• PROVIDED RECORDS:
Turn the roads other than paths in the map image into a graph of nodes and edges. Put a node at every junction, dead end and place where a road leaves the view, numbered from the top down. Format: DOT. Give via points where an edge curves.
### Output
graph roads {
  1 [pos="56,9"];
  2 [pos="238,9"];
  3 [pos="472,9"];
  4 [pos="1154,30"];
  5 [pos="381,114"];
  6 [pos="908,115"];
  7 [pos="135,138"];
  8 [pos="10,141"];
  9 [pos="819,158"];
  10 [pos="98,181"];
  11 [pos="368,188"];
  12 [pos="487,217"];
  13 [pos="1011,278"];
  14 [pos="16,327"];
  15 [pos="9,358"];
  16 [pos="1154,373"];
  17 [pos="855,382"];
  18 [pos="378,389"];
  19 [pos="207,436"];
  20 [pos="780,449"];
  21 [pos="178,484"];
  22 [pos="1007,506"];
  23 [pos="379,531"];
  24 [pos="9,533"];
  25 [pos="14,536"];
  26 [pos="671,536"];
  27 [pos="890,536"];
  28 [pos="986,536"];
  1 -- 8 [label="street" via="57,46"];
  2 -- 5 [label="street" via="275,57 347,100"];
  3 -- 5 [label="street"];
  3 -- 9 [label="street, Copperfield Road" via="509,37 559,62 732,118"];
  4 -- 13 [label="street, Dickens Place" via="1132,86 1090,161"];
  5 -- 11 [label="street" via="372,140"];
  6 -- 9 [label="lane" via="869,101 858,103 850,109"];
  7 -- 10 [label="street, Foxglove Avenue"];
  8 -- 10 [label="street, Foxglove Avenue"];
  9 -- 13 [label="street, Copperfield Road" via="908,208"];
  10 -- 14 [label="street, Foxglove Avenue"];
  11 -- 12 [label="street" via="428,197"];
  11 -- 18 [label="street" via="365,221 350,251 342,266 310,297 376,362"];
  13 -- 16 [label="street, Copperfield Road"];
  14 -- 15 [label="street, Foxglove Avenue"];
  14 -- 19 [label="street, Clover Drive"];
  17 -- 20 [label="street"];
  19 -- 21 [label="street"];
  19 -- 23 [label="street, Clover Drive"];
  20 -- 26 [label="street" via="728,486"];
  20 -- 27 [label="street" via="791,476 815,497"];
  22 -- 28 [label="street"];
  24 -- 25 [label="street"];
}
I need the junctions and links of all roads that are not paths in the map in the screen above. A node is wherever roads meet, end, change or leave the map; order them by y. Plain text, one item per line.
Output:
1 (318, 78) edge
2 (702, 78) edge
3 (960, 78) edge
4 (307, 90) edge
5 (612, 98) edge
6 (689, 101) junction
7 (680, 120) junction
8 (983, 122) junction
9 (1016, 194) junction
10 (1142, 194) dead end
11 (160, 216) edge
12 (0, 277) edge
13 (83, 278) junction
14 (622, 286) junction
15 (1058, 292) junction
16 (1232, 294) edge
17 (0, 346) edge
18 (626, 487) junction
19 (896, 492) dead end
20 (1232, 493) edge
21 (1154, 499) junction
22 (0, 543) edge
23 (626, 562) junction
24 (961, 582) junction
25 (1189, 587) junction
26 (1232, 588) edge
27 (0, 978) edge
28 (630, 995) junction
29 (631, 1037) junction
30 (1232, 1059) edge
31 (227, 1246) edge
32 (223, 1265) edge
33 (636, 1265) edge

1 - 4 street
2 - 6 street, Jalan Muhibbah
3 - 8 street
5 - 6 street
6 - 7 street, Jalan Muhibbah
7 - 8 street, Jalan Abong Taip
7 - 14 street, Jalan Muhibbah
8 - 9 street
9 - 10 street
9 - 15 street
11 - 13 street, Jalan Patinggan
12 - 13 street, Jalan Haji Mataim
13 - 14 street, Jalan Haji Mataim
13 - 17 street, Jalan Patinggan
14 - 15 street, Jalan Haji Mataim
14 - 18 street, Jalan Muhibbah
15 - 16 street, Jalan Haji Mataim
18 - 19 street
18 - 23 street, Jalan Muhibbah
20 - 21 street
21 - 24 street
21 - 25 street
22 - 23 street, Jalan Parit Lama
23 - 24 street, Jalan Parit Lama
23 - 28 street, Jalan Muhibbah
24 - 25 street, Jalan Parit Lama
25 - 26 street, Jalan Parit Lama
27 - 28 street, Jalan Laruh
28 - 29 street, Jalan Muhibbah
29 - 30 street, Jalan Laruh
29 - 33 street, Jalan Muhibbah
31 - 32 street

• TRY IT: If a line in the records above contains the word "Avenue", copy it.

• ANSWER TO THIS EXERCISE:
  7 -- 10 [label="street, Foxglove Avenue"];
  8 -- 10 [label="street, Foxglove Avenue"];
  10 -- 14 [label="street, Foxglove Avenue"];
  14 -- 15 [label="street, Foxglove Avenue"];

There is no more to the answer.